Collected data entries
***
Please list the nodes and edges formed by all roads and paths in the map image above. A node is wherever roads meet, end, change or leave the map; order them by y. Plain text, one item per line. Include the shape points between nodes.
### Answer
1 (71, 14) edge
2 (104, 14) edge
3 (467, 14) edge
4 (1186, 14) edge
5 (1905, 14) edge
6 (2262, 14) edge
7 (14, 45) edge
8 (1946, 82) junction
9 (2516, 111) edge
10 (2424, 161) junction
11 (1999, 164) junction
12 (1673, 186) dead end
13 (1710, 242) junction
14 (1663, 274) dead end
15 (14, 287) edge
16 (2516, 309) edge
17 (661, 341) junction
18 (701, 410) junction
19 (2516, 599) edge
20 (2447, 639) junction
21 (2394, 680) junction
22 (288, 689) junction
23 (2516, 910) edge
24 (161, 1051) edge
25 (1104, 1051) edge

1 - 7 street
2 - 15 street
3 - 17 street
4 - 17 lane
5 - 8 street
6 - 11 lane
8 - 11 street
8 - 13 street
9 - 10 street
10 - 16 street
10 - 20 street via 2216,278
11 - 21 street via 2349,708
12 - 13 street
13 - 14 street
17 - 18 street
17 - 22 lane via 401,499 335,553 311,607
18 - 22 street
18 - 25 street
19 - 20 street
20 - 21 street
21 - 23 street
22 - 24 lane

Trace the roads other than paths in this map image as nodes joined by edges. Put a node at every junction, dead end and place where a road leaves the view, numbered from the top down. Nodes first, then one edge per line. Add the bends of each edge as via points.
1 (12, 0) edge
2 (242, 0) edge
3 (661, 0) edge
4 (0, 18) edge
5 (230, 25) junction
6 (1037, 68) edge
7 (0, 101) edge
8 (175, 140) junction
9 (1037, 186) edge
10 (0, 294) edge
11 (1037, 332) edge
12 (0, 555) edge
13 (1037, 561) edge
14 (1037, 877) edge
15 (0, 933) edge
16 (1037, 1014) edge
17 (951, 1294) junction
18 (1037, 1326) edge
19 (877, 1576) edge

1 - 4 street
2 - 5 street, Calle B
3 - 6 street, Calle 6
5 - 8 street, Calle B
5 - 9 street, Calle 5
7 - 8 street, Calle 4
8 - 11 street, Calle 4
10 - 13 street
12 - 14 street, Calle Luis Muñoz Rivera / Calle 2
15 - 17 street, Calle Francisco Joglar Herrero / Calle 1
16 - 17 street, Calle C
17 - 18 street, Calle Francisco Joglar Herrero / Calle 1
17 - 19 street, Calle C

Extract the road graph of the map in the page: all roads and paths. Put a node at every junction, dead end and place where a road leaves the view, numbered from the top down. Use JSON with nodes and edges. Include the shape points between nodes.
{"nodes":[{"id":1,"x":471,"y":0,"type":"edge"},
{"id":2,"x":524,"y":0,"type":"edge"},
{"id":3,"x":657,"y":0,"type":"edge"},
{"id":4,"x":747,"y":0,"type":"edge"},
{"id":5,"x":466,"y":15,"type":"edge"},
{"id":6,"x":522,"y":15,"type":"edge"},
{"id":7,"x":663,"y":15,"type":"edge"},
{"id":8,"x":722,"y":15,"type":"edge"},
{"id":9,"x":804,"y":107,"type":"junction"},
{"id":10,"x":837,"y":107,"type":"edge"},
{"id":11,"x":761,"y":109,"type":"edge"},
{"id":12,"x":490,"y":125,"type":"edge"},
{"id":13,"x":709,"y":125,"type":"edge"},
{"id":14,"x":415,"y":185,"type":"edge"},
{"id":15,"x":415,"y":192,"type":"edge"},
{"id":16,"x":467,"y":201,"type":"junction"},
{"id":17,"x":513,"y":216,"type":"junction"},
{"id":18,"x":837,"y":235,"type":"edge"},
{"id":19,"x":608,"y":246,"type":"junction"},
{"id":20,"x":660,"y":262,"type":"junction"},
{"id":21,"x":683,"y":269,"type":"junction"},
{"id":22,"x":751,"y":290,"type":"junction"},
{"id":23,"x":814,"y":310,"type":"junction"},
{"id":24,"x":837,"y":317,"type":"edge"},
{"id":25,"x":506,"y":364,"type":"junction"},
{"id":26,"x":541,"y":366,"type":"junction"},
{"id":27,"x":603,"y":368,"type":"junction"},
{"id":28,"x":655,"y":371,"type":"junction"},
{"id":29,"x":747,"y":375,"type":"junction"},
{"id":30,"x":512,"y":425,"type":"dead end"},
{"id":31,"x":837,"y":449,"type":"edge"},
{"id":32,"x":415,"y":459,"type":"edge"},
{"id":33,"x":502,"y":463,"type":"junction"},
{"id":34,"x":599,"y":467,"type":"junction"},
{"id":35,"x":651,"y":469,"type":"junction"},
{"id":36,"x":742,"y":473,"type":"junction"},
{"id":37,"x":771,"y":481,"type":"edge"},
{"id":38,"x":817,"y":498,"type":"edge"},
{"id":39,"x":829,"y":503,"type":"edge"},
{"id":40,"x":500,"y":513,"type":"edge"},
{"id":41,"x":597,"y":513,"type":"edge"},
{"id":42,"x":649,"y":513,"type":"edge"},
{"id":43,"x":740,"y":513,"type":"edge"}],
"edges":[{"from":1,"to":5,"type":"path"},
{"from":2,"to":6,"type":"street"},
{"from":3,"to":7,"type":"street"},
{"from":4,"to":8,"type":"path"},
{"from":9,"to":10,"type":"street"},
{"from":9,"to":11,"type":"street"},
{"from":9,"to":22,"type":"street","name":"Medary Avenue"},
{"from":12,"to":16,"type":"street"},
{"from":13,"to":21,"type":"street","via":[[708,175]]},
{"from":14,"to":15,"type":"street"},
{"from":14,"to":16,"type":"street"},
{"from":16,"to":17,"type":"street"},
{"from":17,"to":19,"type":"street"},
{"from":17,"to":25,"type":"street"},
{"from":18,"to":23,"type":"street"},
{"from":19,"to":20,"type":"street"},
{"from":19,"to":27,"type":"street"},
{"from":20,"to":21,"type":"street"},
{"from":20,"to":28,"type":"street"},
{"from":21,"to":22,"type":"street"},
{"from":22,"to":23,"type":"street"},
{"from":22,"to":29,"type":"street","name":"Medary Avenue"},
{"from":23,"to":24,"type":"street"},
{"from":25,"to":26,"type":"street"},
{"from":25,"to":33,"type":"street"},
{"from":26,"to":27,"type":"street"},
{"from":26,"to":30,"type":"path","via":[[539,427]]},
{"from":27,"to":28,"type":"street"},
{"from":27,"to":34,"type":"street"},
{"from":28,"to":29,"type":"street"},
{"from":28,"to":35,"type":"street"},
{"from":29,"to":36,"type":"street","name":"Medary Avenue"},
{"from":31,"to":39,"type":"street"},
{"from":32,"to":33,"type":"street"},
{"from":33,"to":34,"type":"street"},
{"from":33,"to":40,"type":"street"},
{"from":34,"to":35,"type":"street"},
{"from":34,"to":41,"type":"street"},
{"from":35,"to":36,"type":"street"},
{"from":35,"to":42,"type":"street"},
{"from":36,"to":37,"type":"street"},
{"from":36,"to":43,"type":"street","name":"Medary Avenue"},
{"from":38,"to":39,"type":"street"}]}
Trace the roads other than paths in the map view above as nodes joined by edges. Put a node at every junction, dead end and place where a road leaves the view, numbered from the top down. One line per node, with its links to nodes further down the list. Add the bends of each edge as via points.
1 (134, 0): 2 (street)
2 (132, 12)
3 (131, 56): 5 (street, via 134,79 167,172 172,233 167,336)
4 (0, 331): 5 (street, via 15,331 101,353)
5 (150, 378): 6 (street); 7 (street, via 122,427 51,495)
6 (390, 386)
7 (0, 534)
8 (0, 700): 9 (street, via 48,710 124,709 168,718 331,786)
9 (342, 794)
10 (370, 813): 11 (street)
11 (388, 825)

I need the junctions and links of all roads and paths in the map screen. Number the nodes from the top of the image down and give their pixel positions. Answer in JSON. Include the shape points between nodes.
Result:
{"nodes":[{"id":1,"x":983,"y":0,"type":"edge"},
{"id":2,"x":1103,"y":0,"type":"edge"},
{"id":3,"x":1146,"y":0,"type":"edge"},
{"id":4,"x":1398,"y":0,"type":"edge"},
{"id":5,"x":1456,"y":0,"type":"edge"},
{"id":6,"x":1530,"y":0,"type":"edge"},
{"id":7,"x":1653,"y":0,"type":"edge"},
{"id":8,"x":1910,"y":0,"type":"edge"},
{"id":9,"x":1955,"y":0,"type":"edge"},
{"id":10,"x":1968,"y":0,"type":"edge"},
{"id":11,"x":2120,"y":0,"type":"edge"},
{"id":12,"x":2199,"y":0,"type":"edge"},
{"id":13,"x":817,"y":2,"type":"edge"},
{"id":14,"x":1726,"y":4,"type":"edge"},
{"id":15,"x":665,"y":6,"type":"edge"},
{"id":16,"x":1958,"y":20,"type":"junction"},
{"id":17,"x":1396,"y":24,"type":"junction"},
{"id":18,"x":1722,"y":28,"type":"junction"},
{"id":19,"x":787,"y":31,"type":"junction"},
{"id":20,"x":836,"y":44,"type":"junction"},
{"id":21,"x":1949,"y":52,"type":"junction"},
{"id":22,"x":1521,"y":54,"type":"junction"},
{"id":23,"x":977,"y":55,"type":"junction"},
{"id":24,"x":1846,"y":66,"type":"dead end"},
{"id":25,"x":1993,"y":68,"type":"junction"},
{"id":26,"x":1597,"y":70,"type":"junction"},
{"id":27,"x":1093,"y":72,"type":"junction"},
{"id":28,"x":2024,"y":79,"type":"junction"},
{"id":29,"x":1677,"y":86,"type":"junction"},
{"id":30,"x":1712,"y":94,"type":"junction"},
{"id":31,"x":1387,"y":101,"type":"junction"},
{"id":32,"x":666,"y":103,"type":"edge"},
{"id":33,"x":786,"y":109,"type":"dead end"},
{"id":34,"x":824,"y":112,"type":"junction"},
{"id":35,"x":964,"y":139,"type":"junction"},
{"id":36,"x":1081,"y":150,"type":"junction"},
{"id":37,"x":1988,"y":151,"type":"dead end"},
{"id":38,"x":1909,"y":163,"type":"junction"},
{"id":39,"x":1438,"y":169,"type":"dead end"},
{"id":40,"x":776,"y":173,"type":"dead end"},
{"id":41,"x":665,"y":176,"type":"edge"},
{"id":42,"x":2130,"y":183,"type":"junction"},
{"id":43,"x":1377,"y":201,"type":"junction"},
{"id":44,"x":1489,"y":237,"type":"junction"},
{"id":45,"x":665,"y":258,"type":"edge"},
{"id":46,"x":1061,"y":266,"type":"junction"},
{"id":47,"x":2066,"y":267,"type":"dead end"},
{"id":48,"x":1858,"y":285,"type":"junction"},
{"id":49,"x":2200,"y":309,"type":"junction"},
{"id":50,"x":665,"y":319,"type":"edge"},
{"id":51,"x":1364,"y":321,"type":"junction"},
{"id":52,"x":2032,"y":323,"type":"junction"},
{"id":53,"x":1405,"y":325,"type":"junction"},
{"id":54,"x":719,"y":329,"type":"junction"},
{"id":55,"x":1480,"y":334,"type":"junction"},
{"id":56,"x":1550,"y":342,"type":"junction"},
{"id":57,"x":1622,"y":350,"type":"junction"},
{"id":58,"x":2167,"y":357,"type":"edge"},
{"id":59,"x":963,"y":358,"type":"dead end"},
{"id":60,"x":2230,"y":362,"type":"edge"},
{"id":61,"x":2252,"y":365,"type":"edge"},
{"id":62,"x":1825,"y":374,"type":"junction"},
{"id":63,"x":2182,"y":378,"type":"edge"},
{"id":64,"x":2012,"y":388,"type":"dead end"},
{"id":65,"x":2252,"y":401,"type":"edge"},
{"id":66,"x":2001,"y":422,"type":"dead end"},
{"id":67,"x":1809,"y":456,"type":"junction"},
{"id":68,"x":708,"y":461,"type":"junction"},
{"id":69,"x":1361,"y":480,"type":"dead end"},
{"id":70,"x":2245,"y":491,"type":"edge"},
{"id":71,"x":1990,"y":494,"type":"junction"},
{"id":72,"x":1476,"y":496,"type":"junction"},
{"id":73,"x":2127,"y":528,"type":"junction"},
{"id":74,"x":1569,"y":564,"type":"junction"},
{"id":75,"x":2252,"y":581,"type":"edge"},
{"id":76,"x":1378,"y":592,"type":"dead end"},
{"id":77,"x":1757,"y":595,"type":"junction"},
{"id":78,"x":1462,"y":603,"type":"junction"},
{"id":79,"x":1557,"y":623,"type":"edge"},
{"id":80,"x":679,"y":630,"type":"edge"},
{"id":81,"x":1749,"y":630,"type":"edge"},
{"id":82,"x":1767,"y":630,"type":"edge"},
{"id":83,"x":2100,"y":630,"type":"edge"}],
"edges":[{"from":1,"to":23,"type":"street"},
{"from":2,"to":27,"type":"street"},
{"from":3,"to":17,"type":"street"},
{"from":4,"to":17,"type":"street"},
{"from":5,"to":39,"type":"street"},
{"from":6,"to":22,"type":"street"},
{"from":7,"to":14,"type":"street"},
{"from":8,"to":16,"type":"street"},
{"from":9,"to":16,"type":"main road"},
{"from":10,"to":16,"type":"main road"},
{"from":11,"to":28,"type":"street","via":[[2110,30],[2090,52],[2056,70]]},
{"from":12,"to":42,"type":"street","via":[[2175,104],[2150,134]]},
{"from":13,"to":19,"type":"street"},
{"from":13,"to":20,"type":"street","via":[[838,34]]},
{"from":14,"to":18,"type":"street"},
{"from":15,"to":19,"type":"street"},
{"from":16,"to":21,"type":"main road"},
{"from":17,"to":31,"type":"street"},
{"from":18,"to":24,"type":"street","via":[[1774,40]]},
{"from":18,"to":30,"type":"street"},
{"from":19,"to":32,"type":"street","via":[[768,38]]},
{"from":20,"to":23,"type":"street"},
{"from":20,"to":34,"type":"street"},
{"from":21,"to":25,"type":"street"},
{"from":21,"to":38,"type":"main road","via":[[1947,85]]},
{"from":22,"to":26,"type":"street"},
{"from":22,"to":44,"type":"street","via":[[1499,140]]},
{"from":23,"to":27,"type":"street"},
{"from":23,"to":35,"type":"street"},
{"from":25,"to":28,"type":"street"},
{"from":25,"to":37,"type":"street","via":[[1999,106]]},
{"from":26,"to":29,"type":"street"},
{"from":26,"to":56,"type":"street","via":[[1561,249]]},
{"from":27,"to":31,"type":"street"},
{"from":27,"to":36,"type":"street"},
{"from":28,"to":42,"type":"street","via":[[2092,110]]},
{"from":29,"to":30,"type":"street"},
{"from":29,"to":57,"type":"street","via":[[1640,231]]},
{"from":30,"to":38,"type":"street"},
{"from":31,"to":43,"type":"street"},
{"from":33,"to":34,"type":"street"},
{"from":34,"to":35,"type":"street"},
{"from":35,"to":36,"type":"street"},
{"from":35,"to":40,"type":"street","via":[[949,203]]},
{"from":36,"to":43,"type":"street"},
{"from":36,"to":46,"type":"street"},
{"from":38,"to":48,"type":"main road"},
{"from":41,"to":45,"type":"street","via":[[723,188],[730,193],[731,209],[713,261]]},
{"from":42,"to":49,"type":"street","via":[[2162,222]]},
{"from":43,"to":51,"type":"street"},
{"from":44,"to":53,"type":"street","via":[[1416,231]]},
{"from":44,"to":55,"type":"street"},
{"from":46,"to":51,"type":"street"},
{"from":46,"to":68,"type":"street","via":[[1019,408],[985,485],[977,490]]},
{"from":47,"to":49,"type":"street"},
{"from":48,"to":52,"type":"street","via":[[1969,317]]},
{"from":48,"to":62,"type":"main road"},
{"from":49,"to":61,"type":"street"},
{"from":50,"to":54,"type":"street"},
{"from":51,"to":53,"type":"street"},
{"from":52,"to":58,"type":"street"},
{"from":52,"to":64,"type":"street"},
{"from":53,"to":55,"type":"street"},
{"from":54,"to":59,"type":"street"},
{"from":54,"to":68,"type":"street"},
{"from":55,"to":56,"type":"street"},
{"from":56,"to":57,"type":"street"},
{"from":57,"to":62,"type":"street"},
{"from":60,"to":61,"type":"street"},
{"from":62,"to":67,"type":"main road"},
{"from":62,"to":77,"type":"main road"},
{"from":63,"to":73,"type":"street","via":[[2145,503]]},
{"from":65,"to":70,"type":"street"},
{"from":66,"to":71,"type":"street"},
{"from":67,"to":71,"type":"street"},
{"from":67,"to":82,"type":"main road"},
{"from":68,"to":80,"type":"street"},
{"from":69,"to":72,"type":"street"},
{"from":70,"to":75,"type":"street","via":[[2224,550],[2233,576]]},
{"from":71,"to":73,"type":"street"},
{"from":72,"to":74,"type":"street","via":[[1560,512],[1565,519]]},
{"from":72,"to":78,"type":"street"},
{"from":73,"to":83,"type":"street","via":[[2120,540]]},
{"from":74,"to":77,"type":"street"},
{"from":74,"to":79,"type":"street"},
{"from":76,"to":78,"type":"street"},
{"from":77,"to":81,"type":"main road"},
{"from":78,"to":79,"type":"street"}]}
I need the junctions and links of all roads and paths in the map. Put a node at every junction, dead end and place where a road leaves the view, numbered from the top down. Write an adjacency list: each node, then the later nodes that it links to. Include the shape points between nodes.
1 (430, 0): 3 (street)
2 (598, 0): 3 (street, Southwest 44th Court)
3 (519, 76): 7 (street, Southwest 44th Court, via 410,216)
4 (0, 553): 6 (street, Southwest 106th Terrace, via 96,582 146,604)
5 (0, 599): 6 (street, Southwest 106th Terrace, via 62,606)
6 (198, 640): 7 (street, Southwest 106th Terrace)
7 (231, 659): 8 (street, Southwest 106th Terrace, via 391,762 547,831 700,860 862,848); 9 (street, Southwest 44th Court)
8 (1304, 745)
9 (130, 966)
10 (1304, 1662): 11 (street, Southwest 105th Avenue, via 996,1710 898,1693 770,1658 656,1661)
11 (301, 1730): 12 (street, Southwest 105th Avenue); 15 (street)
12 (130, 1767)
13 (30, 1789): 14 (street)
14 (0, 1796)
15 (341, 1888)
***
▸ Task requirements:
Give the number of lines in the entries above that include the string "Answer". Write nothing but that number.

▸ Solution:
2